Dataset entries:
· · · ·

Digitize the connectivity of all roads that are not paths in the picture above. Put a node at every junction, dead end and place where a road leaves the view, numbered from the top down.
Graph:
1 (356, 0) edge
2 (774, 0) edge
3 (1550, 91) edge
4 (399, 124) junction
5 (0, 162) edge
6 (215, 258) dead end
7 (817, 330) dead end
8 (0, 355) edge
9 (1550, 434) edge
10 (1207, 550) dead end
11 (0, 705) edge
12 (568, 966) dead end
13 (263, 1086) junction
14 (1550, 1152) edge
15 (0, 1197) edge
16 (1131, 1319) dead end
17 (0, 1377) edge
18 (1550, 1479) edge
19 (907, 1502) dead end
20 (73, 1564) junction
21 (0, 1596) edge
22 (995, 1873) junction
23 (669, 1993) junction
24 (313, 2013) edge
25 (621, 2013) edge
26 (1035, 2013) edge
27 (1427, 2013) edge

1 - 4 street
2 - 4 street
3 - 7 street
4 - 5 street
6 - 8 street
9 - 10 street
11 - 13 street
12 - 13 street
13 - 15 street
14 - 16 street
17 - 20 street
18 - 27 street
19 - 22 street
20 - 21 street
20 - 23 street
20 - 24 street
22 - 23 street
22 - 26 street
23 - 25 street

· · · ·

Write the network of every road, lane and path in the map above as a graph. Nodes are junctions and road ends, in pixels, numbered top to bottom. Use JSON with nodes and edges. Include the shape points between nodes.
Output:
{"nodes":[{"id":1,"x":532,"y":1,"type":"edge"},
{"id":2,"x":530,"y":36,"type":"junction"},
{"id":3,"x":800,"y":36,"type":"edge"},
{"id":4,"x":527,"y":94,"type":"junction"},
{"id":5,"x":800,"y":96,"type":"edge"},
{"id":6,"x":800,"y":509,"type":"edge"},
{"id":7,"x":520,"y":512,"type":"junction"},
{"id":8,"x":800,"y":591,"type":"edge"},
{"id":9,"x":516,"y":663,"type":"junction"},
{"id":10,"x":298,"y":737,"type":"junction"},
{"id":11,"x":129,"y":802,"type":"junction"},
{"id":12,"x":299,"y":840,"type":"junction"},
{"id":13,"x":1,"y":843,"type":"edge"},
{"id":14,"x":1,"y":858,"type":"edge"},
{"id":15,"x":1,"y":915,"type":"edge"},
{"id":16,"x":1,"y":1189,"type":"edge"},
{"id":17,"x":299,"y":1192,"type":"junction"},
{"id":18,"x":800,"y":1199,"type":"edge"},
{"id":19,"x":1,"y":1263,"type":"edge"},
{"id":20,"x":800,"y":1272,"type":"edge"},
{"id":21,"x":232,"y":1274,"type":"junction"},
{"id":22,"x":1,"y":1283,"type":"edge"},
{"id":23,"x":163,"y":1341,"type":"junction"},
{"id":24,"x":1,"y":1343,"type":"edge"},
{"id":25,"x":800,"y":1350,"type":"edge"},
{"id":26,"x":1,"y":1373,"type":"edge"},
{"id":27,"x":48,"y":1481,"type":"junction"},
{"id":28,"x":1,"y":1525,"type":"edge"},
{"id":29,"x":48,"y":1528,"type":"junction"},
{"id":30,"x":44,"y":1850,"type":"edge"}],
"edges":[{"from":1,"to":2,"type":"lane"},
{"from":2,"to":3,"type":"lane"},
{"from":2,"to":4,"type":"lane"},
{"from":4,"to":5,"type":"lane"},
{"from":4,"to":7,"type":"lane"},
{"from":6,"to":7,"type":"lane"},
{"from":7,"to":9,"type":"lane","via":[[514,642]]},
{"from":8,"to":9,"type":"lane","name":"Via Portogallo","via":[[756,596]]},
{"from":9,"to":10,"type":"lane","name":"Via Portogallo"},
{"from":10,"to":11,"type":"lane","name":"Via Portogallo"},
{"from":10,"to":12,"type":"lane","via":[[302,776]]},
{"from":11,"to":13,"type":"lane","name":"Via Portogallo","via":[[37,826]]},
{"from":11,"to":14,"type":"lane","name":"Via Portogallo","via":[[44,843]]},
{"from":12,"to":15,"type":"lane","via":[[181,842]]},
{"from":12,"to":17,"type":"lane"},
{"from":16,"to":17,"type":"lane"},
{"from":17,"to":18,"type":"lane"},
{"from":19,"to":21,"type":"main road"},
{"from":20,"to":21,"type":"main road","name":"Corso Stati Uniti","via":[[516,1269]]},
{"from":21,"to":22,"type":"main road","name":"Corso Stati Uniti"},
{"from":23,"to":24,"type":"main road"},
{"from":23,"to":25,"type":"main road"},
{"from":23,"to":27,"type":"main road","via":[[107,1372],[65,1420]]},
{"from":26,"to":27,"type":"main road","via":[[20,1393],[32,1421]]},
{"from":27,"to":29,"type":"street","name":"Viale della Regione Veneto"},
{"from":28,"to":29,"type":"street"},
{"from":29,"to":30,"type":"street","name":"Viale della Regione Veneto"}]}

· · · ·

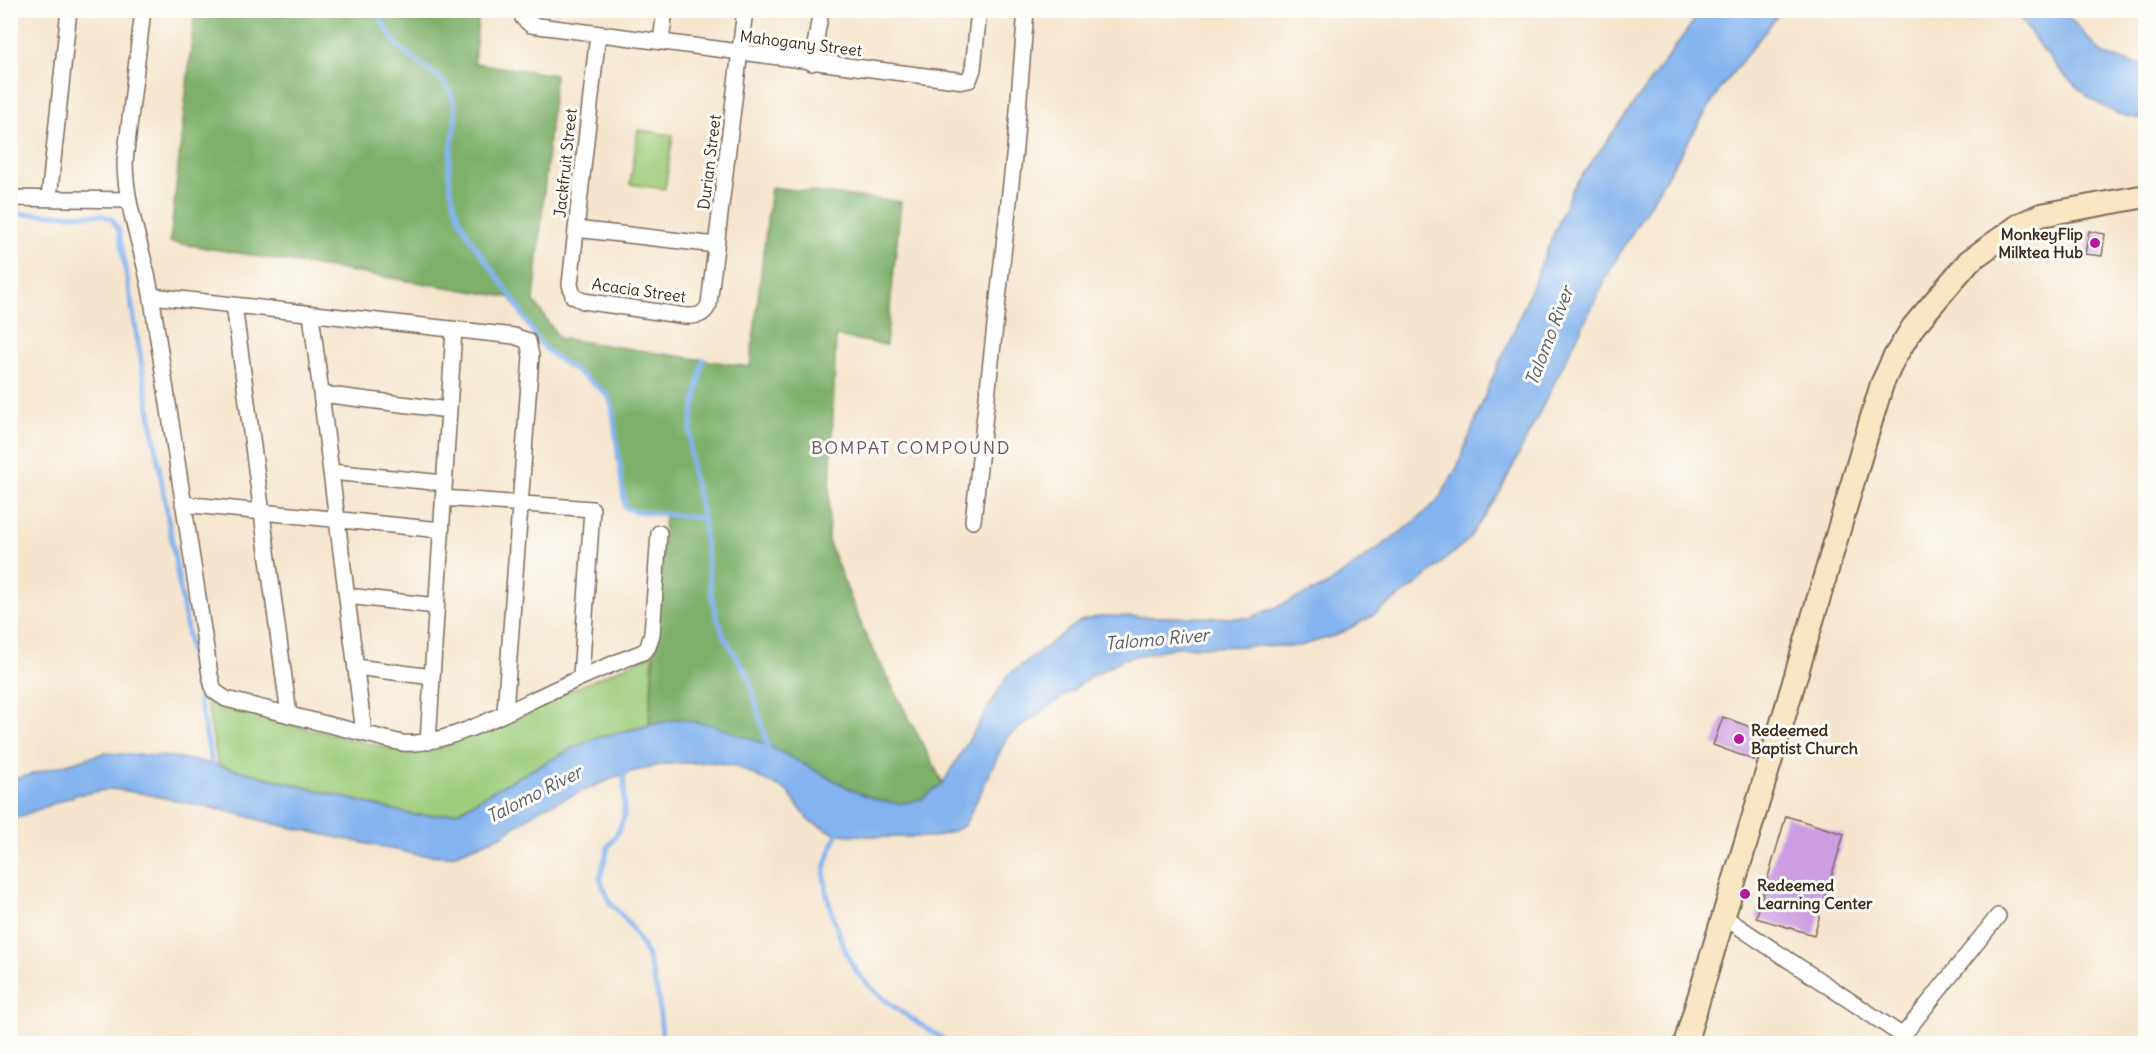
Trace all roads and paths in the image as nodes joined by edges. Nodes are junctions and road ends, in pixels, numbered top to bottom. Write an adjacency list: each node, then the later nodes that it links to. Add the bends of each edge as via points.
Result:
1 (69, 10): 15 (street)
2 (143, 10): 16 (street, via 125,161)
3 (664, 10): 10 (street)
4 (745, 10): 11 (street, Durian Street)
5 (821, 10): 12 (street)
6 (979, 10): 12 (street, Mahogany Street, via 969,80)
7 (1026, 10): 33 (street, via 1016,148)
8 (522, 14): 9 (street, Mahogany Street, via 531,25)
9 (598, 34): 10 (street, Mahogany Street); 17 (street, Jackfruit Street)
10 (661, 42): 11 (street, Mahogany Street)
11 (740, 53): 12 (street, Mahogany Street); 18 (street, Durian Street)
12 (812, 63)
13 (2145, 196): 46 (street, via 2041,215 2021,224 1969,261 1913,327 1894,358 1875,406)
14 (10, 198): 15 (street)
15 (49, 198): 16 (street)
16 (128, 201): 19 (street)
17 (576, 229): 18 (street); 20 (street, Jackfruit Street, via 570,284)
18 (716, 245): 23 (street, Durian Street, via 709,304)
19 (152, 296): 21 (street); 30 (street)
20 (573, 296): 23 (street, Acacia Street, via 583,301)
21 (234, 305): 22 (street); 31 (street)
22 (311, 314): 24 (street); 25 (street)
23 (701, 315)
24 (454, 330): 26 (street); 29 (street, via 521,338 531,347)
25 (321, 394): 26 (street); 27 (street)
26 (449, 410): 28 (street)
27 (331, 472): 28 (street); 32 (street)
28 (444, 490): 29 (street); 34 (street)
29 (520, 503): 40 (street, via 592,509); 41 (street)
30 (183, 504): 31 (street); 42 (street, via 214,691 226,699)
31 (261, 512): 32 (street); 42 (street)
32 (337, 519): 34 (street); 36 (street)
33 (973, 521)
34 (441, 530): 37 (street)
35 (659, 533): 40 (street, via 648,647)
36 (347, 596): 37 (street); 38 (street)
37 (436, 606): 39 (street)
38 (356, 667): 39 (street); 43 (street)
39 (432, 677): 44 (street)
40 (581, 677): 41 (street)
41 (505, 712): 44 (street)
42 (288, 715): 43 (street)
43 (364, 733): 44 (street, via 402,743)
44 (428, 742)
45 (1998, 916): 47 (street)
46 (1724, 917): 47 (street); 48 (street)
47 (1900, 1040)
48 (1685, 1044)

· · · ·

Exercise prompt. Among the entries, copy every line containing the word "bottom".

Answer to the problem.
Write the network of every road, lane and path in the map above as a graph. Nodes are junctions and road ends, in pixels, numbered top to bottom. Use JSON with nodes and edges. Include the shape points between nodes.
Trace all roads and paths in the image as nodes joined by edges. Nodes are junctions and road ends, in pixels, numbered top to bottom. Write an adjacency list: each node, then the later nodes that it links to. Add the bends of each edge as via points.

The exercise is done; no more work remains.